Content starts
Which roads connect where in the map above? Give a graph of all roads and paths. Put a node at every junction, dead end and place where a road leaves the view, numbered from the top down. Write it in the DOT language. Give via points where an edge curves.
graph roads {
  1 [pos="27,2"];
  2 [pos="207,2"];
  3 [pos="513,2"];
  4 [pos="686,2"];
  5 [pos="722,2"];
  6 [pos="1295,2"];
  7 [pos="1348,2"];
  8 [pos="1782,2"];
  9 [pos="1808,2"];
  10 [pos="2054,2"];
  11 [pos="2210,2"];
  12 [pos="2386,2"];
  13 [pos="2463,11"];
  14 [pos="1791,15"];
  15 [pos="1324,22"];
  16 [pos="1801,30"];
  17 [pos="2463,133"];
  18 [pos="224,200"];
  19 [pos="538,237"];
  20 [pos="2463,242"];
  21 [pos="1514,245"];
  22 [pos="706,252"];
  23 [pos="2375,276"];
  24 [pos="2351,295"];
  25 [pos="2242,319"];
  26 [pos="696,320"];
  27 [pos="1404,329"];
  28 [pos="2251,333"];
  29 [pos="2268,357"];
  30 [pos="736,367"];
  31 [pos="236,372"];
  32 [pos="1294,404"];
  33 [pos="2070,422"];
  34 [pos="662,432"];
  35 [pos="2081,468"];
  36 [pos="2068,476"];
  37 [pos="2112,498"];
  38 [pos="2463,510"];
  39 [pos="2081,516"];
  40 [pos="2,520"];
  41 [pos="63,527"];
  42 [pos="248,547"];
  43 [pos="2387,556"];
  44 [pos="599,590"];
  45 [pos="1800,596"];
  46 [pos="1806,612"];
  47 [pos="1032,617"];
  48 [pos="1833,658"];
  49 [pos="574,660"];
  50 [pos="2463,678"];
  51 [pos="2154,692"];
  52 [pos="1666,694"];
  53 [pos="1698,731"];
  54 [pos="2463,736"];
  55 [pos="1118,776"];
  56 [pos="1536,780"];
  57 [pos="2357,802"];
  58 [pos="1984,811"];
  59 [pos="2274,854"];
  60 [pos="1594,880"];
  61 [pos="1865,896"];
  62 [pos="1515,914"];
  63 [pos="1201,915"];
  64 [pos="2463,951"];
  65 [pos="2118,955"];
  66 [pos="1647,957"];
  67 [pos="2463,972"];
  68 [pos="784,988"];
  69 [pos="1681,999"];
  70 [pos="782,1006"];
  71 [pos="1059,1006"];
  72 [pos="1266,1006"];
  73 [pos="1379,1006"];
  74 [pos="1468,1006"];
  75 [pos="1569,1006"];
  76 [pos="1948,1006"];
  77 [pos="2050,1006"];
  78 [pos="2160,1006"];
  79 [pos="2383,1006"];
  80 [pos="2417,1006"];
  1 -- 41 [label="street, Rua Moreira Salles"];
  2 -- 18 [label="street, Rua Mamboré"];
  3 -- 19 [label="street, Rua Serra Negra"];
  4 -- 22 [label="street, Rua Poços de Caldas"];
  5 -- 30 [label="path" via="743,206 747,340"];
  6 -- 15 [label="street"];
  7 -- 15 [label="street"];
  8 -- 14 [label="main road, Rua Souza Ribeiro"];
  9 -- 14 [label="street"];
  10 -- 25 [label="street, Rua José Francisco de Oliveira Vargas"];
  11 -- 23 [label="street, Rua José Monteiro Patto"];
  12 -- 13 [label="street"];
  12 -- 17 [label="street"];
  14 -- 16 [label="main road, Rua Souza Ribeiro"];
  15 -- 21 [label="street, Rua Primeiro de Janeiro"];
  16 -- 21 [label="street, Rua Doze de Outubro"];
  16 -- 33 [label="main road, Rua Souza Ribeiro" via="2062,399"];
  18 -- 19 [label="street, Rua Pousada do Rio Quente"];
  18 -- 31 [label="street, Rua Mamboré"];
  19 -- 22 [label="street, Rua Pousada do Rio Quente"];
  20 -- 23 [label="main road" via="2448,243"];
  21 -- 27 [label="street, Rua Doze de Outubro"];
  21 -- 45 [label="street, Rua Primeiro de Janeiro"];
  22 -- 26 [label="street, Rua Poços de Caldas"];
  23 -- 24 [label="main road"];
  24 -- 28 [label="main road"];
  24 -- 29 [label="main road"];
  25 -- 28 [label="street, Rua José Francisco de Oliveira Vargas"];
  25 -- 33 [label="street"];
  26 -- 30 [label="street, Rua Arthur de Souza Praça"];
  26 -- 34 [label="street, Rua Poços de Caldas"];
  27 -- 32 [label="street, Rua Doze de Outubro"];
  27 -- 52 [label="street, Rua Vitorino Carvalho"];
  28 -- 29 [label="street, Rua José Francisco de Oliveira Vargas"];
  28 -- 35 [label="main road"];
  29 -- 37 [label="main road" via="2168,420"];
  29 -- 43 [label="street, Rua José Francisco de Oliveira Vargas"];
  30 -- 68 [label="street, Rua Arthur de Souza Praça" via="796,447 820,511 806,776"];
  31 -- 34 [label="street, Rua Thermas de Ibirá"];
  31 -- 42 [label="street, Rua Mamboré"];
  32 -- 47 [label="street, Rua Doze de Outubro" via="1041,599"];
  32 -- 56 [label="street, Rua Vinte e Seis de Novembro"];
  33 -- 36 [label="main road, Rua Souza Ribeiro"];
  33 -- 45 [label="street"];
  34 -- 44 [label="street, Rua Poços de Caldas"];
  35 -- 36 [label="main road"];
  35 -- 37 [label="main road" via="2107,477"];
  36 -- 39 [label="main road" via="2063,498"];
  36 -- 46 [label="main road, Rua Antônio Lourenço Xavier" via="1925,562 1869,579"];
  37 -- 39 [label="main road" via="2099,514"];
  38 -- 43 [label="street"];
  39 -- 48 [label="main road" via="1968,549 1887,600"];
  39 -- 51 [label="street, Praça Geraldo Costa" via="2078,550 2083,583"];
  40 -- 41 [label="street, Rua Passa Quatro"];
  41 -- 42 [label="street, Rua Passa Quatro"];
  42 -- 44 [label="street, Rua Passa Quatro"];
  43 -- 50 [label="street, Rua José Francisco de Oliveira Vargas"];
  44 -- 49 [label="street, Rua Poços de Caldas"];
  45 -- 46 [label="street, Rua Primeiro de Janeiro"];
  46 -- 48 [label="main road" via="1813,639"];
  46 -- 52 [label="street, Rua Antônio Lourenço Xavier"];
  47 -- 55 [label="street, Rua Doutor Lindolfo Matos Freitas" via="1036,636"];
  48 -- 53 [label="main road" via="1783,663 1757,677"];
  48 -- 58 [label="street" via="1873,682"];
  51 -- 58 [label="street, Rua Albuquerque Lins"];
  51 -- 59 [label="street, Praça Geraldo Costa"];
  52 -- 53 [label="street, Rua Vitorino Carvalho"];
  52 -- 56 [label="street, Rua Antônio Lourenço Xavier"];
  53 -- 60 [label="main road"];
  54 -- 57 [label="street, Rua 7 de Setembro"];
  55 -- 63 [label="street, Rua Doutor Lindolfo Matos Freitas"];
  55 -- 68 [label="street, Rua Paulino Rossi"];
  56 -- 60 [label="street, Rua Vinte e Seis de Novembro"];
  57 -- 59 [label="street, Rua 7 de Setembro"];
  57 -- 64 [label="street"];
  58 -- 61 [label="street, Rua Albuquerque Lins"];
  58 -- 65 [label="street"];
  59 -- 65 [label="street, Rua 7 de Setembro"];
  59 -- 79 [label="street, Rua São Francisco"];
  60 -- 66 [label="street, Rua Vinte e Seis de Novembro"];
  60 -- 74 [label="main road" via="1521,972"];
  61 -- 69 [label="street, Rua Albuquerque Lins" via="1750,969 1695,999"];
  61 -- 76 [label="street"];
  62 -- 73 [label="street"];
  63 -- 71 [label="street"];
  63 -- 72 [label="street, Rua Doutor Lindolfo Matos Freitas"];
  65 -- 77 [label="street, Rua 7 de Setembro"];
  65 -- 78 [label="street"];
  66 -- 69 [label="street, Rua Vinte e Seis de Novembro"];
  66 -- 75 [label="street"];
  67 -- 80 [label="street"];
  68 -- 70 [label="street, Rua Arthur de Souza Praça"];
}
Content ends
▶ [What is being asked]:
The required output is a copy of each line in the records where the string "Vitorino" occurs.

▶ [Result below]:
  27 -- 52 [label="street, Rua Vitorino Carvalho"];
  52 -- 53 [label="street, Rua Vitorino Carvalho"];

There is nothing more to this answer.